' ' Cinema Romantico: Friday's Old Fashioned: The Spy Who Came in from the Cold (1965)

Friday, March 24, 2017

Friday's Old Fashioned: The Spy Who Came in from the Cold (1965)

There is the famous E.M. Forster line that goes: “If I were forced to choose between my country and my friend, I hope I would be brave enough to choose my friend.” The esteemed Roger Ebert employed this line when discussing “Casablanca” and how Rick forsook his love for Ilsa in the name of Laszlo’s fight against the Nazis. “The Spy Who Came in from the Cold”, Martin Ritt’s adaptation of a John le Carré novel, is like the bizarro wielding of that Forster line. If in Michael Curtiz’s language choosing country over friend is viewed as valorous then in the language of le Carré and Ritt it is seen as cowardly, a waste, orders fulfilled by a company man, nothing more. Indeed, the title is not lost. If coming in from the cold suggests retirement from the life of espionage then being out in the cold is espionage, and that is how Ritt makes the spy life look – cold.


Ritt, working with cinematographer Oswald Morris, shot “The Spy Who Came in from the Cold” in monochrome at a time when more and more films were in color. But this movie in color would have been all wrong. This is a movie that belongs to the gray. This is a movie where every cup of coffee drunk is flavored with a little whiskey – and there are a lot of cups of coffee that get drunk. This is a movie that always feel overcast, in every frame, as if the forecast for every spy out in the cold is cloudy with a chance of rain.

That intelligence operative out in the cold is Alec Leamas (Richard Burton). In the film’s opening scene, set at the border between East and West Germany, where Ritt drums up myriad suspense not with the aid of emotionally cuing music but simply from the echoes of shoes and boots on the cobblestone streets, Lemas loses a man in the field. As he does, he is forced to stand there and simply watch, he and his men on orders not to fire unless fired upon, beholden to higher-ups, responsible yet unable to act. Leamas is subsequently summoned by the chief of Britain’s Secret Intelligence Service, the mysteriously monikered Control, played by Cyril Cusack in a splendid performance, telling you everything in a little curl of the lips or in a dry, all-knowing line reading, that befits his character’s name.

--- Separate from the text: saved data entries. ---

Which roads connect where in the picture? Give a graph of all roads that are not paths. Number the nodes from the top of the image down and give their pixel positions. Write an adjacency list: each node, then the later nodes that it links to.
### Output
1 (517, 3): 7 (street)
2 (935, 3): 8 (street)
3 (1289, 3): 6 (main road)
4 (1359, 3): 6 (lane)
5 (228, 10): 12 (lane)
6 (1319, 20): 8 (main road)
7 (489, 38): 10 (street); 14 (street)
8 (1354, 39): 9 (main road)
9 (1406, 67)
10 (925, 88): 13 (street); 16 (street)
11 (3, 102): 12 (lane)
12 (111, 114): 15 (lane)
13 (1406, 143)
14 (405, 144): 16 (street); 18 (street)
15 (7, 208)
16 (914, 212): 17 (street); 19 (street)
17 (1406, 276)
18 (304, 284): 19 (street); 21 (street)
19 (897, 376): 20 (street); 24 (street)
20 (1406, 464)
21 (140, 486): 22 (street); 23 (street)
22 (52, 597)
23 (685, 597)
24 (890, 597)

Leamas remains in the cold, though he’s tasked with acting like he’s come out of it, pretending to be a drunkard, which he basically is anyway, low on funds, all as a means to get recruited by East Germany as a possible defector. Sure enough, he is, squired to the Netherlands for questioning and then to the GDR itself for even more questioning, the spy game presented as escalating power games. The climatic sequence is something straight out a courtroom drama but many of the scenes building to it feel akin to courtroom interrogations too, with suspicious men locked in various forms of verbal combat.


The courtroom interrogation also hinges on the presence of Nan Perry (Claire Bloom), Leamas’s girlfriend, of sorts, who he is counseled to forget about the deeper his plight goes lest he bring her into danger. Sure enough, that’s just what happens, as she, an idealisist and a communist, though it’s possible (depending on your viewpoint) that I repeat myself. If narratively this romantic relationship feels born of plot necessity, Burton’s performance, so wearily at his wit’s end that you do believe he might be libel to simply latch onto whoever he finds.

This weariness also means that his character’s deliberate feint as a man lurching toward a life dead end feels entirely real, so much so that with each step along his deep cover path the more the viewer feels like the men interrogating Leamas, wondering if he really has turned coat, so tired with it all what does he really have to lose? After all, the deeper he goes, the more it becomes apparent that his own side has sold its soul as much as the enemy, a perhaps unorigional cynicism that is nonetheless convincingly evoked, brought home effectively in a sequence that momentarily strands Leamas literally atop the Berlin Wall, stranded in an ethical no man’s land, left with no choice really but the one he makes.

You can see that choice brewing in an earlier moment when Nan earnestly asks him “What do you believe in?” Leamas laughs, and Burton fuels that laugh with nothing but exhausted derision.